El dolor en la cultura popular, pagana, filosófica y religiosa de la Historia ha tenido muchas y diversas interpretaciones peregrinas, extravagantes, imaginarias e irrisorias, como lo explica la Historia de las Religiones. La explicación auténtica la reveló Dios y está contenida en el Magisterio auténtico y perenne de la Iglesia: el dolor es consecuencia del pecado original. Sabemos por la fe que Dios creó al hombre y a la mujer en un estado de santidad y justicia, especial participación de la vida divina, en el que el hombre no iba a sufrir ni morir, y con una perfecta armonía consigo mismo. Pero el hombre misteriosamente desobedeció a Dios y perdió el estado en que fue creado y cometió el pecado original, y como consecuencia sobrevino el dolor y la muerte (Compendio Catecismo de la Iglesia Católica nº 71,72,75,76).
Jesús, Dios hecho hombre, asumió la naturaleza humana en todo menos en el pecado; y por eso la vida, el gozo, el dolor y la muerte adquirieron la categoría divina de Redención.

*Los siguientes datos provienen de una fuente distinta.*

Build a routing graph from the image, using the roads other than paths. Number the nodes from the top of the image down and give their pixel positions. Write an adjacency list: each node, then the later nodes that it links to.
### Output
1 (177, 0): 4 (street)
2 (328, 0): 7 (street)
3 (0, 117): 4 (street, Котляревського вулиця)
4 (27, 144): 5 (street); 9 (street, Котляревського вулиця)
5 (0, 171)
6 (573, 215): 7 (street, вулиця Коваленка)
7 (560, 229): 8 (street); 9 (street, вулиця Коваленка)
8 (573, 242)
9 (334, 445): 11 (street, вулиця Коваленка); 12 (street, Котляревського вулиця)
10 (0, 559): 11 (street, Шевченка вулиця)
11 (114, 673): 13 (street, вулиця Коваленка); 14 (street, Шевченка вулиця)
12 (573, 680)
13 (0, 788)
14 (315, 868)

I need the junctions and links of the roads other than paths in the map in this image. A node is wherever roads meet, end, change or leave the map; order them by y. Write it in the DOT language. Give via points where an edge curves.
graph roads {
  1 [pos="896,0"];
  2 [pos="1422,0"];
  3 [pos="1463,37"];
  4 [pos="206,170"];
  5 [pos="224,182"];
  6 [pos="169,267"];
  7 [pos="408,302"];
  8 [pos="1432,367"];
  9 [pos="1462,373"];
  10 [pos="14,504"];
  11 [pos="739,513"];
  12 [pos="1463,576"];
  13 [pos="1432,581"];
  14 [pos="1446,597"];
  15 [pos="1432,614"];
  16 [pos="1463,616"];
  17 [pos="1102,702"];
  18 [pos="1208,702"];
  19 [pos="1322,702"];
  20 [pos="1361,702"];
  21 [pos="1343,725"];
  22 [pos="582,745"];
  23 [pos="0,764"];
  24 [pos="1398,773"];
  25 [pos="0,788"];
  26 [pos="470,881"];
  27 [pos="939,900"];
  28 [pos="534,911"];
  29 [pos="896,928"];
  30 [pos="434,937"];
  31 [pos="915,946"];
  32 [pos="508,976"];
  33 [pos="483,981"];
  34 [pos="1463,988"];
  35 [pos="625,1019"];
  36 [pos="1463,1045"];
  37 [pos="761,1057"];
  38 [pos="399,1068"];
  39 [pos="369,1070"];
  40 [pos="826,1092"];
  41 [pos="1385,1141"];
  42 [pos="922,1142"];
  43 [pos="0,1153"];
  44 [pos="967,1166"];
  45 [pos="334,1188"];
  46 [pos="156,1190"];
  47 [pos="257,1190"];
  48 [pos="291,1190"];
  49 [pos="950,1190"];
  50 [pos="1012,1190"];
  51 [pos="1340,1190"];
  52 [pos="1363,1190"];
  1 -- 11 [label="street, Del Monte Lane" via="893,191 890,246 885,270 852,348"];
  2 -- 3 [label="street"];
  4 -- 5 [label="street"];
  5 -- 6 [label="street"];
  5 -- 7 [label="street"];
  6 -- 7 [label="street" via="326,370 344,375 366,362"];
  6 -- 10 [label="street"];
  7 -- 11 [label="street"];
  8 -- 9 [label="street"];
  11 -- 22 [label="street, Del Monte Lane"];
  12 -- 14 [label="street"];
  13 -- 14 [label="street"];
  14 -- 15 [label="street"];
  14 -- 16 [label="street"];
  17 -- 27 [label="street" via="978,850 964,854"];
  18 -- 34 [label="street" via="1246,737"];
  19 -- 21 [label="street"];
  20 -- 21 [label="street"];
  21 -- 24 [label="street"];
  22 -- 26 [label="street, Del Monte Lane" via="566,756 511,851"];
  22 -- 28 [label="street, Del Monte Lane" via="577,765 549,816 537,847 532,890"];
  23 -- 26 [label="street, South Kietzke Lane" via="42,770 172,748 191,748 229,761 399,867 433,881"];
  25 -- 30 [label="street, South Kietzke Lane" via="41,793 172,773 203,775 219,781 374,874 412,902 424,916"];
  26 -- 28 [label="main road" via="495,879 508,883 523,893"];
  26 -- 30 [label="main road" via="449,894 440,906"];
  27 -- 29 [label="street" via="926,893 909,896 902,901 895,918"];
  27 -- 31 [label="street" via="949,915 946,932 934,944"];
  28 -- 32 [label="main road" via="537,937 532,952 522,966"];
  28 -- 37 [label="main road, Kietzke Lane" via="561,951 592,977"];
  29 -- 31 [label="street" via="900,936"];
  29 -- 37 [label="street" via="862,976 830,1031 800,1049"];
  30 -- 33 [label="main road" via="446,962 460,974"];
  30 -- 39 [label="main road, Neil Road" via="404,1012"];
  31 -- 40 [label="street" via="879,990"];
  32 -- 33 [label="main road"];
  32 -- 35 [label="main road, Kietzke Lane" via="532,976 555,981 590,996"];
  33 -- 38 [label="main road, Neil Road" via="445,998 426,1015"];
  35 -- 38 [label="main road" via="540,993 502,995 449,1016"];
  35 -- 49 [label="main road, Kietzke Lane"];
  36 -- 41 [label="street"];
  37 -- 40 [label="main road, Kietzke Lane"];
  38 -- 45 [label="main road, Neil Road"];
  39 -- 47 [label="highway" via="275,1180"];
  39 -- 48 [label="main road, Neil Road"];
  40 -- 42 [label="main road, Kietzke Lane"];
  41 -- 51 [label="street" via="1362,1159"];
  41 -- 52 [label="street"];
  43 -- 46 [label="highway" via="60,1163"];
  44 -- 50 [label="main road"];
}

El dolor o la cruz, gracia de salvación
El hombre en su peregrinación por la tierra hacia la vida eterna lleva la cruz a cuestas, de una o de otra manera, en siete expresiones distintas: personal, familiar, cultural, laboral, social, política y circunstancial.
Todas estas cruces, inevitables muchas veces, pueden
aprovecharse para la santificación personal y bien espiritual de todos los
miembros del Cuerpo Místico de Cristo.
Posturas ante la cruz
Entre otras muchas actitudes que se pueden adoptar, se
me ocurren tres principales: No hacer nada, rebelarse o aceptar la
cruz.
No hacer nada por no saber o no poder es una solución humana, explicable y no responsable, pero cristianamente se puede hacer mucho: rezar, sufrir y ofrecer. No hacer nada por no querer es actitud negativa y pecaminosa.
Rebelarse no
es una postura cristiana, pues con esa actitud no se consigue siempre lo que se
pretende, es inútil y se aumenta la cruz a cambio de nada.
Aceptar la cruz que
viene de parte de Dios o permitida por ÉL, es una postura fundamentalmente
cristiana; y cuando sea muy pesada ofrecerla en reparación de
los pecados propios o ajenos o por otras intenciones espirituales, como medio
de santificación personal y eclesial, pues el dolor redime y santifica. Con la
cruz aceptada, sufrida y ofrecida nos identificamos con Cristo y completamos lo
que faltó a su pasión en sus miembros.